Vulnerability Management Own the enterprise vulnerability management program end-to-end, from scanning and prioritization through remediation tracking and reporting.
Integrate vulnerability data with ServiceNow VR or equivalent ITSM platforms to drive structured remediation workflows.
Build and maintain operational and executive dashboards that communicate risk posture and remediation progress to stakeholders.
Collaborate with IT and engineering teams to achieve and sustain critical and high vulnerability compliance targets.
Incident Response & Security Operations Act as a senior contributor during cyber incident response, serving in roles including incident lead, SOC analyst, and threat intelligence.
Conduct ongoing security investigations, manage tickets, and provide on-call after-hours incident support as needed.
Leverage Microsoft Sentinel and MDE for detection engineering, SIEM tuning, and security operations workflow improvements.
Contribute to the development and maintenance of IR playbooks, runbooks, and lessons-learned documentation.
Cloud Security (Azure) Assess and improve Azure security posture by maintaining alignment to CIS Benchmarks and Microsoft Cloud Security Benchmark (MCSB).
Monitor and drive improvements to Azure Secure Score, establishing regular reporting and remediation cadences with stakeholders.
Support Azure IAM governance, including reviewing role assignments, enforcing least-privilege principles, and remediating over-permissioned identities.
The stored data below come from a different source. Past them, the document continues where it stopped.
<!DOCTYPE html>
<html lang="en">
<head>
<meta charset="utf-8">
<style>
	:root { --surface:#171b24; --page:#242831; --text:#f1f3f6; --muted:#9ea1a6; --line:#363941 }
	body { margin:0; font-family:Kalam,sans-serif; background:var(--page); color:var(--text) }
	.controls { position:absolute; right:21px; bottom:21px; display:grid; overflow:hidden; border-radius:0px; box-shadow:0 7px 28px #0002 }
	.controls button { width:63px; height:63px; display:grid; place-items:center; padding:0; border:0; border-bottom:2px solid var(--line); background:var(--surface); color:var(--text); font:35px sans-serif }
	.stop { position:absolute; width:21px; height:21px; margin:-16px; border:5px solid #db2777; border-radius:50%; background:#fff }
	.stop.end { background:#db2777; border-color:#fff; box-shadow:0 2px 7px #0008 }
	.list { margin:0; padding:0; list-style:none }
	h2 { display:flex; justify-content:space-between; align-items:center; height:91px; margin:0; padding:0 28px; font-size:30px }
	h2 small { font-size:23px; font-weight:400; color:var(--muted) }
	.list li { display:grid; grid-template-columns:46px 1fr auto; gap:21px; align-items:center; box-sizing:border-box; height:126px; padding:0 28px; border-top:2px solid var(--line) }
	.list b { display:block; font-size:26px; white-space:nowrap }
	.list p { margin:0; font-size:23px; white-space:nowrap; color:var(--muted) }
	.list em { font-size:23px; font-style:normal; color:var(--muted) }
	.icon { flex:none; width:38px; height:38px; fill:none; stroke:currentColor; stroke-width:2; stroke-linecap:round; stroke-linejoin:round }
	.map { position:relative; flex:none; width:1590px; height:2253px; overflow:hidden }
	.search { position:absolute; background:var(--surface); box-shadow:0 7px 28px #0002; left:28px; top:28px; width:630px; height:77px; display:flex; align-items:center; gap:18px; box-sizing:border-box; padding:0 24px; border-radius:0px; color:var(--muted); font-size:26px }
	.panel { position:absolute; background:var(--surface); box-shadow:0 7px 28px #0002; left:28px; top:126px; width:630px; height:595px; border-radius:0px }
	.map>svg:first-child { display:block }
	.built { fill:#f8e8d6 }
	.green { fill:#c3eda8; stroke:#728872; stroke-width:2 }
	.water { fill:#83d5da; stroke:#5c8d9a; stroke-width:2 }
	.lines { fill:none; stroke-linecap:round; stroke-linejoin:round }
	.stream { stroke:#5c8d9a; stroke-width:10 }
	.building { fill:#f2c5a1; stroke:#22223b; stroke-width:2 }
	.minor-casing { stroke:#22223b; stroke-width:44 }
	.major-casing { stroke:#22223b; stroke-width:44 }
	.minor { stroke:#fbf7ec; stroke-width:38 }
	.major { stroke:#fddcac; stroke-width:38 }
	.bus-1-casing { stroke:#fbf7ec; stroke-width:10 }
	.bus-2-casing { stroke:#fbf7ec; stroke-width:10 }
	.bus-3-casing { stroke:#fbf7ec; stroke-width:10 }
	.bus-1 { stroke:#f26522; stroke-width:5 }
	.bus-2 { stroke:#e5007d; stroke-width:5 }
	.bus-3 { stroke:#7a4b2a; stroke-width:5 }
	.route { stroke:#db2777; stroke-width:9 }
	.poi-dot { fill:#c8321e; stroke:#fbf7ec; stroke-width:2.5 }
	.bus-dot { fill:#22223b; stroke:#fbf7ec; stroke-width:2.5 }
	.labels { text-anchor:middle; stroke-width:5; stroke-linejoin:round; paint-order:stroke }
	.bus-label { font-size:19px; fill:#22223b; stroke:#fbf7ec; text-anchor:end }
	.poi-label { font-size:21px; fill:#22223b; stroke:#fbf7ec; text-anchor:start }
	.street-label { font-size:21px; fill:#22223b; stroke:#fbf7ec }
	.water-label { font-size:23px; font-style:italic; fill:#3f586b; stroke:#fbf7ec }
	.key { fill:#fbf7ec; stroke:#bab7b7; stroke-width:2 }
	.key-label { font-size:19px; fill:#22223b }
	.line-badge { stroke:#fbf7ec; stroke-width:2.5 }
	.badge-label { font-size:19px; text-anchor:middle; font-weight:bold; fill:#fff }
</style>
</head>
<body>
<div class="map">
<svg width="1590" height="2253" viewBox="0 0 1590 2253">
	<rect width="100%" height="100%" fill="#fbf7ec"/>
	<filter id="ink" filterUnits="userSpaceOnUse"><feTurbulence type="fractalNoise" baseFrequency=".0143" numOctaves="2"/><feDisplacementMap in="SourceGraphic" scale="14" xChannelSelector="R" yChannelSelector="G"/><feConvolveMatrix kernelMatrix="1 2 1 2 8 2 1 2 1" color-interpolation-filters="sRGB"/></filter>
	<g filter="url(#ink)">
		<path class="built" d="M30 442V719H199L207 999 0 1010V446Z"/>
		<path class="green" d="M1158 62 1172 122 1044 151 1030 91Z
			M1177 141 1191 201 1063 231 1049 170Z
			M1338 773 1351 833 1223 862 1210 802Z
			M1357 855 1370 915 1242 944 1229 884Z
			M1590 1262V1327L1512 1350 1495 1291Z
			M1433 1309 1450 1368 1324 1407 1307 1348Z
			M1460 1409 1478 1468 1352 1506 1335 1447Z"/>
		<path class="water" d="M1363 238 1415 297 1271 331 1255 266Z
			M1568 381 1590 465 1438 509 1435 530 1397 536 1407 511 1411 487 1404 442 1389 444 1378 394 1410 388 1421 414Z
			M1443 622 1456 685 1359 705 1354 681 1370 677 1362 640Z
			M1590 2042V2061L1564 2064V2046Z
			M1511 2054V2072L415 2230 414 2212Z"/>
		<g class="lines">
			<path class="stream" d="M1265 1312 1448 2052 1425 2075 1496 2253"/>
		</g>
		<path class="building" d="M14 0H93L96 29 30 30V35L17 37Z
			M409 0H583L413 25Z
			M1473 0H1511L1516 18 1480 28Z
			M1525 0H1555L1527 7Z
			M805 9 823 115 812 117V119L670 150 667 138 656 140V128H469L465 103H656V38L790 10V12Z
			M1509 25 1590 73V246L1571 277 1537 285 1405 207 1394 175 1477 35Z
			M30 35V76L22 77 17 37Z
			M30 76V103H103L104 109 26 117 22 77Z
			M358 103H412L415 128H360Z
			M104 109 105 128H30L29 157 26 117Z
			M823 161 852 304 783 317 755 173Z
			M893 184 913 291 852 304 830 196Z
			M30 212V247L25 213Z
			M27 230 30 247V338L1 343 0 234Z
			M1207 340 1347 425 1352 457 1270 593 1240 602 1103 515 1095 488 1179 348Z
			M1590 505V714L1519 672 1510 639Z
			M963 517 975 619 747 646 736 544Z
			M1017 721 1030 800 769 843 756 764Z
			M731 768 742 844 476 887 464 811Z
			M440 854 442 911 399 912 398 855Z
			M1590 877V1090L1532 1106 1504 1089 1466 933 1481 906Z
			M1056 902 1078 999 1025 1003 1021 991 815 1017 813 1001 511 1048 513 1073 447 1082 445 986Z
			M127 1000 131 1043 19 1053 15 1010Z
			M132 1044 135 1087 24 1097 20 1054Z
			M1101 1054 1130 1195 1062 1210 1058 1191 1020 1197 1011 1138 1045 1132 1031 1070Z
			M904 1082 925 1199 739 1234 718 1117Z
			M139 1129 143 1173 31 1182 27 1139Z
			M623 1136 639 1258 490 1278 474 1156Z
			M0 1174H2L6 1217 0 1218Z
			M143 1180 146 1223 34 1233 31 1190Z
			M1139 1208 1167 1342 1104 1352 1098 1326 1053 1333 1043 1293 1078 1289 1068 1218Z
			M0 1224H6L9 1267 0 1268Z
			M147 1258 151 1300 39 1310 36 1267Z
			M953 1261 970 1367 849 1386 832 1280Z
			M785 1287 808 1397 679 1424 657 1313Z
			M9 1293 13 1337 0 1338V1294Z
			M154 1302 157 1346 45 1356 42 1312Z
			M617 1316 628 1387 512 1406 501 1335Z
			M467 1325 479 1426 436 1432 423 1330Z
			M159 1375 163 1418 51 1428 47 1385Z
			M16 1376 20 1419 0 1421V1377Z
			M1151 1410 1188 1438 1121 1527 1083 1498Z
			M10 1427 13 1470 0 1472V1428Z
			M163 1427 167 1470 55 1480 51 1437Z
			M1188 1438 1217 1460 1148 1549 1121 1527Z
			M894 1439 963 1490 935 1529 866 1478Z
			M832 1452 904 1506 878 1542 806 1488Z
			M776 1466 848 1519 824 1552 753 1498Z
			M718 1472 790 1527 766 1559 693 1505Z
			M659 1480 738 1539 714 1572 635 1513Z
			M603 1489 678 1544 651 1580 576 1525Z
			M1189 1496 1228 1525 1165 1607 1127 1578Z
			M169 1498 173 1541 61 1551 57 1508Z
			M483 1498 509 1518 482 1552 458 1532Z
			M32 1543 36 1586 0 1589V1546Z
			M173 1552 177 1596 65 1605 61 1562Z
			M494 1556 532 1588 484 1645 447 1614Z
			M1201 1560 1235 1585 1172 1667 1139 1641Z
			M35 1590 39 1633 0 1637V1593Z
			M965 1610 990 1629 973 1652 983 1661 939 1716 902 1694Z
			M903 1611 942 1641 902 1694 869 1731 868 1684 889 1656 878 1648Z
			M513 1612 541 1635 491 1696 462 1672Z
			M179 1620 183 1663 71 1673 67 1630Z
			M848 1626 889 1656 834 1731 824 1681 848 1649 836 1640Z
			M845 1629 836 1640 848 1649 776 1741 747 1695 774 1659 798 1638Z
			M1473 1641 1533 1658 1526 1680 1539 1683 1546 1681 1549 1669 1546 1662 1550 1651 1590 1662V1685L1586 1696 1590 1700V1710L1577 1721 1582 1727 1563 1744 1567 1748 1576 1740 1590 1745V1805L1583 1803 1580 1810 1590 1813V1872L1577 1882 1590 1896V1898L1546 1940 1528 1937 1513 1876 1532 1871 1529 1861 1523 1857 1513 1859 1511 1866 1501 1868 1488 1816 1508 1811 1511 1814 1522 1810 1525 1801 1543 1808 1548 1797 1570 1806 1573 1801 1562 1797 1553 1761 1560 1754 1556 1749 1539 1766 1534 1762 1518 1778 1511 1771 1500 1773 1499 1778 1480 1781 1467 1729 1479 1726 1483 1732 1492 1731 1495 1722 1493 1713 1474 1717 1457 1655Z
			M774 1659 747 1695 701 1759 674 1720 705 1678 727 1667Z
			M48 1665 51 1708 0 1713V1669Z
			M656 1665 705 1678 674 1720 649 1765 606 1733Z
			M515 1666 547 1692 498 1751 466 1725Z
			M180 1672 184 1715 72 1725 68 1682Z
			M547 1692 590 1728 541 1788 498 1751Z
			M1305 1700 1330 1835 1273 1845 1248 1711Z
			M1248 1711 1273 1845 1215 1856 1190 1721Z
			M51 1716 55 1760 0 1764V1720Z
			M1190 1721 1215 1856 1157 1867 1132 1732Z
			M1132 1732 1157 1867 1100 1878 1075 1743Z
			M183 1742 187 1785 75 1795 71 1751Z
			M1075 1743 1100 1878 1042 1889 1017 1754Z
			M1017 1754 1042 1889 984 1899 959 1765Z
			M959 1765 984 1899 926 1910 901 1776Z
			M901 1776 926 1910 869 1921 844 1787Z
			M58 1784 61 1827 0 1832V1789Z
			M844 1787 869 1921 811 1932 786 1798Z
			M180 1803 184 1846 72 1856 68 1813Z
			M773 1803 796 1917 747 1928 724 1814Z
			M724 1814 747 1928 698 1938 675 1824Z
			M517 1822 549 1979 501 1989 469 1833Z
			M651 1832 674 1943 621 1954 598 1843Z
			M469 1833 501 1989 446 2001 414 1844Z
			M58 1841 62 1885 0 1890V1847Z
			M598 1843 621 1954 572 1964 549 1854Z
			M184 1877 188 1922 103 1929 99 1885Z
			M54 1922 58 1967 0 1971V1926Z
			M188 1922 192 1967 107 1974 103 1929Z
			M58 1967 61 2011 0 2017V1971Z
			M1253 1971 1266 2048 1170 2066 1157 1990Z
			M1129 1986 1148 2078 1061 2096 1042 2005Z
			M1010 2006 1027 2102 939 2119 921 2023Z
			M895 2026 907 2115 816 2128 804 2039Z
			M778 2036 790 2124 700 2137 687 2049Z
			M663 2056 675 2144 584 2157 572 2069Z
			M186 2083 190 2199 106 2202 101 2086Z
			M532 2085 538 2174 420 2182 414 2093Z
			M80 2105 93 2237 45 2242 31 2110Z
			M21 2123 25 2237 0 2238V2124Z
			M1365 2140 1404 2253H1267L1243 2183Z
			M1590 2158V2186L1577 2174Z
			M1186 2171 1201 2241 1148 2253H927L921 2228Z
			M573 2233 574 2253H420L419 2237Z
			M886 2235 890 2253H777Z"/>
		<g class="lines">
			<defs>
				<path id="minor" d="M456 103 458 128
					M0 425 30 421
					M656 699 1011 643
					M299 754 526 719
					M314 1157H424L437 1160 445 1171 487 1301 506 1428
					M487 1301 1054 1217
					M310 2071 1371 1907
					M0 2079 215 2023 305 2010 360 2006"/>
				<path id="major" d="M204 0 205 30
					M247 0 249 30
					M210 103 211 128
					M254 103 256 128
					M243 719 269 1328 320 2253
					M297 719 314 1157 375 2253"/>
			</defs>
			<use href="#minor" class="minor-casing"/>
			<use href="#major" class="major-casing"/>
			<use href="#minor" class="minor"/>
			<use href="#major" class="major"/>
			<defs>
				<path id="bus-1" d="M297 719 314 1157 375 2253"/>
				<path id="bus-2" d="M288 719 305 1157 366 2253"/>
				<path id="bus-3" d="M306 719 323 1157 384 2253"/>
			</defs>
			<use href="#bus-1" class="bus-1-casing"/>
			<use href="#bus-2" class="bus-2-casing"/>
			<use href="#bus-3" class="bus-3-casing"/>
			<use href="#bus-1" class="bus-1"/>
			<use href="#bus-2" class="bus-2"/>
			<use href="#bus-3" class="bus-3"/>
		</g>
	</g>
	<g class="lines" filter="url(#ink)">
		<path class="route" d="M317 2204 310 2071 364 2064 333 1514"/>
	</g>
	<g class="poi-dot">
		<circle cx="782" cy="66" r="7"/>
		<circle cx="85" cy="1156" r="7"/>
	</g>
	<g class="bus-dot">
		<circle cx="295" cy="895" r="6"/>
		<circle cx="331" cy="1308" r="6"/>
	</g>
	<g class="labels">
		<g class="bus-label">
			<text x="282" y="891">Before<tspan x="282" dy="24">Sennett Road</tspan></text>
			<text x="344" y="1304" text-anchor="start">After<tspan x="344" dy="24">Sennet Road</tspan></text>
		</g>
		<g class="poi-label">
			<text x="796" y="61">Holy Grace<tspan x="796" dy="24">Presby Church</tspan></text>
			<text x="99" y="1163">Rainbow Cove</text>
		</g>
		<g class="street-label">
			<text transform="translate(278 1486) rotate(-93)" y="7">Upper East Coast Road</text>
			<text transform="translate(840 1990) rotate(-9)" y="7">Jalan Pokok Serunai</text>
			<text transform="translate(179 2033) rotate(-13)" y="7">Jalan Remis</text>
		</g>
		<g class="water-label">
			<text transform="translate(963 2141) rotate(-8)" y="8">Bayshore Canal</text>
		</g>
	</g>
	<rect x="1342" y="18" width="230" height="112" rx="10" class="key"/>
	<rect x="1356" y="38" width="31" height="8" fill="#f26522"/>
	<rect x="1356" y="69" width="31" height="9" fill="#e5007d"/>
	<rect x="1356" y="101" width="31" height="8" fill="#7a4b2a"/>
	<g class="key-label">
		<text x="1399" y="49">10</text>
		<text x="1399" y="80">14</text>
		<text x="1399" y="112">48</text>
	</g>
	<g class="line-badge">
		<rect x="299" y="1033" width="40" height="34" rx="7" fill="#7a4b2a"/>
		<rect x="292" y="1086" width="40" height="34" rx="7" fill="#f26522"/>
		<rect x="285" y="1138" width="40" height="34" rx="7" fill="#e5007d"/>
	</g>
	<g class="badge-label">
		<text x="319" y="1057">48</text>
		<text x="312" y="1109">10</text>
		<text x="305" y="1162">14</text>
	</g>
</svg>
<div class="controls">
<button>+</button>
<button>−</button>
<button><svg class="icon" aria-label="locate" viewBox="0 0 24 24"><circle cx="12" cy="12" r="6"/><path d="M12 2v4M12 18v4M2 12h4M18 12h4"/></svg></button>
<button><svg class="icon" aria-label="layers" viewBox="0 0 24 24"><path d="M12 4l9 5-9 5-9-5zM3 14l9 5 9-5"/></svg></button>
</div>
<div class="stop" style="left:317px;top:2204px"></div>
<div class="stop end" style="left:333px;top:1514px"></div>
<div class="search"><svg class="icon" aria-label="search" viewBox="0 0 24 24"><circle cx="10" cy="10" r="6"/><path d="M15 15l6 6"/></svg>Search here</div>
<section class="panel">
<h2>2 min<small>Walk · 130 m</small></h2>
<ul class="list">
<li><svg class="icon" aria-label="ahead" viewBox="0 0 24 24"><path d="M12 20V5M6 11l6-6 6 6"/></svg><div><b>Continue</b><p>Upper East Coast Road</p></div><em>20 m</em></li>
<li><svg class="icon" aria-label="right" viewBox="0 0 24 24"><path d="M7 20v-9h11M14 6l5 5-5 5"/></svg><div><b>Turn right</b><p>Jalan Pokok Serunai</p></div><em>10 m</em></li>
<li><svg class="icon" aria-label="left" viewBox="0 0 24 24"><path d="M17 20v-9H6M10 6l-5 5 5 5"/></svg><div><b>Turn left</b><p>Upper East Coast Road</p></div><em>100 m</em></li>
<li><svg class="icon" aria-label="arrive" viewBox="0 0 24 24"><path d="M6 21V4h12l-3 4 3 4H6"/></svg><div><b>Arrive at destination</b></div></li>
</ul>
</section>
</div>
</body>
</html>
Collaborate with cloud and infrastructure teams on secure Azure Landing Zone design and control implementation.
Software Security & Governance Lead software security review processes, assessing new and existing software for risk, reputation, and vulnerability exposure.
Build and maintain automated investigation workflows using MDE advanced hunting and other tools to accelerate software approval decisions.
Author and maintain enterprise security assessment playbooks and standards to ensure consistent, repeatable review processes.
Leadership & Collaboration Function as a de facto technical project manager for enterprise security initiatives, coordinating across IT, engineering, compliance, and business stakeholders.
Mentor junior engineers, analysts, and interns, supporting their growth and progression into security careers.
Effectively communicate security risk and program status to both technical peers and executive leadership.
Work with and manage the relationship with outside partners and vendors to accomplish goals, hold outside partners to SLAs and standards of work.